Asking about a dollar amount in a system with inflation is asking to fail.
Cost of living varies drastically across the US so there is no one number that would work for the whole country right now.
Gotta stop inflation and reduce exorbitant prices in popular areas. Then the idea of a minimum wage can serve the people.
IMO minimum wage should be set to something like $25/h, and then automatically adjusted for inflation annually. The downside would be that inflation can be calculated in many different ways, and would probably be calculated in the way that's best for dicking over the working class, but that's still better than what we've got now.
It should be a living wage in whatever market the job is in. Executive pay should be capped to a multiple of the minimum employee wage and the average employee wage. No company should be able to make profit or pay dividends or bonuses unless every employee is making at least a living wage. If they do they are stealing the value of the labour.
I think it should be Enough™️. Not just enough to scrape by with 3 roommates, or to barely make it on your own, but enough so that you're never a single paycheck from homelessness; enough so you can live on your own, modestly, comfortably, without struggling unduly; enough so that if a medical issue arises, you can handle it without worrying.

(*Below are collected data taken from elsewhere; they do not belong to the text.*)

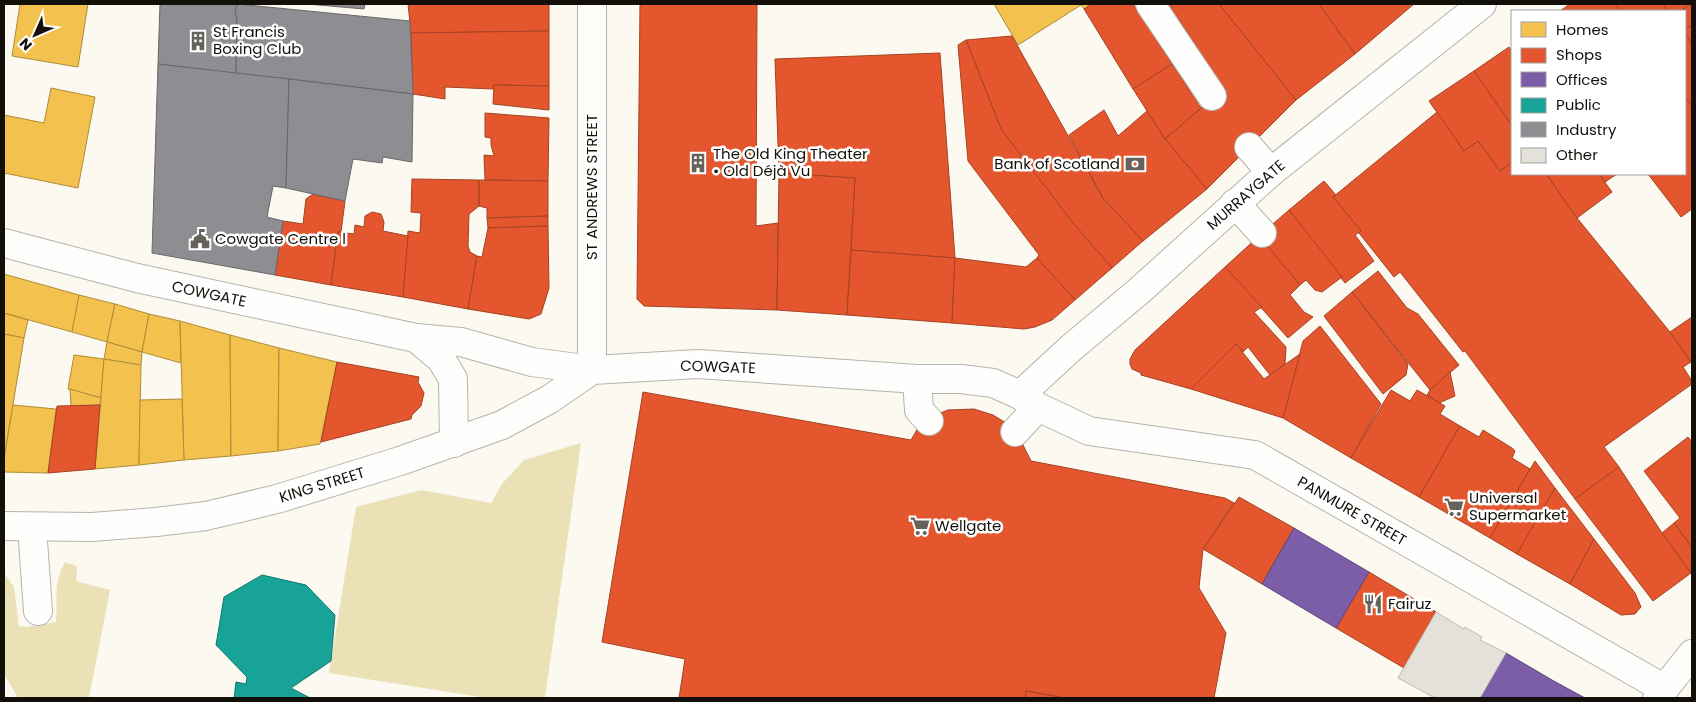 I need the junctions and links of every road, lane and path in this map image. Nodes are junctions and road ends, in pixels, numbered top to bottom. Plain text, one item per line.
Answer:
1 (592, 4) edge
2 (1150, 4) edge
3 (1482, 4) edge
4 (1212, 96) dead end
5 (1249, 147) dead end
6 (1271, 172) junction
7 (1236, 203) junction
8 (1262, 234) dead end
9 (4, 243) edge
10 (416, 338) junction
11 (592, 370) junction
12 (917, 380) junction
13 (1029, 401) junction
14 (929, 421) dead end
15 (1014, 432) dead end
16 (454, 443) junction
17 (4, 526) edge
18 (32, 527) junction
19 (38, 611) dead end
20 (1692, 654) edge
21 (1660, 693) edge

1 - 11 street, ST ANDREWS STREET
2 - 4 street
3 - 6 street, MURRAYGATE
5 - 6 street
6 - 7 street, MURRAYGATE
7 - 8 street
7 - 13 street, MURRAYGATE
9 - 10 street, COWGATE
10 - 11 street, COWGATE
10 - 16 street, COWGATE
11 - 12 street, COWGATE
11 - 16 street, KING STREET
12 - 13 street, COWGATE
12 - 14 street
13 - 15 street, MURRAYGATE
13 - 21 street, PANMURE STREET
16 - 18 street, KING STREET
17 - 18 street, KING STREET
18 - 19 street
20 - 21 street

People should be paid Enough™️ so that they can do MORE than just live, but so that they can THRIVE. And every day that doesn't happen is a stain on Humanity's record.
I say we make the federal minimum wage equal to 20% of the salary of a Congressperson.
That's likely to be $180k in 2025, which means a minimum of $17.30/hr. We know they never fail to give themselves raises, so it makes sense to tie their pay to the minimum wage.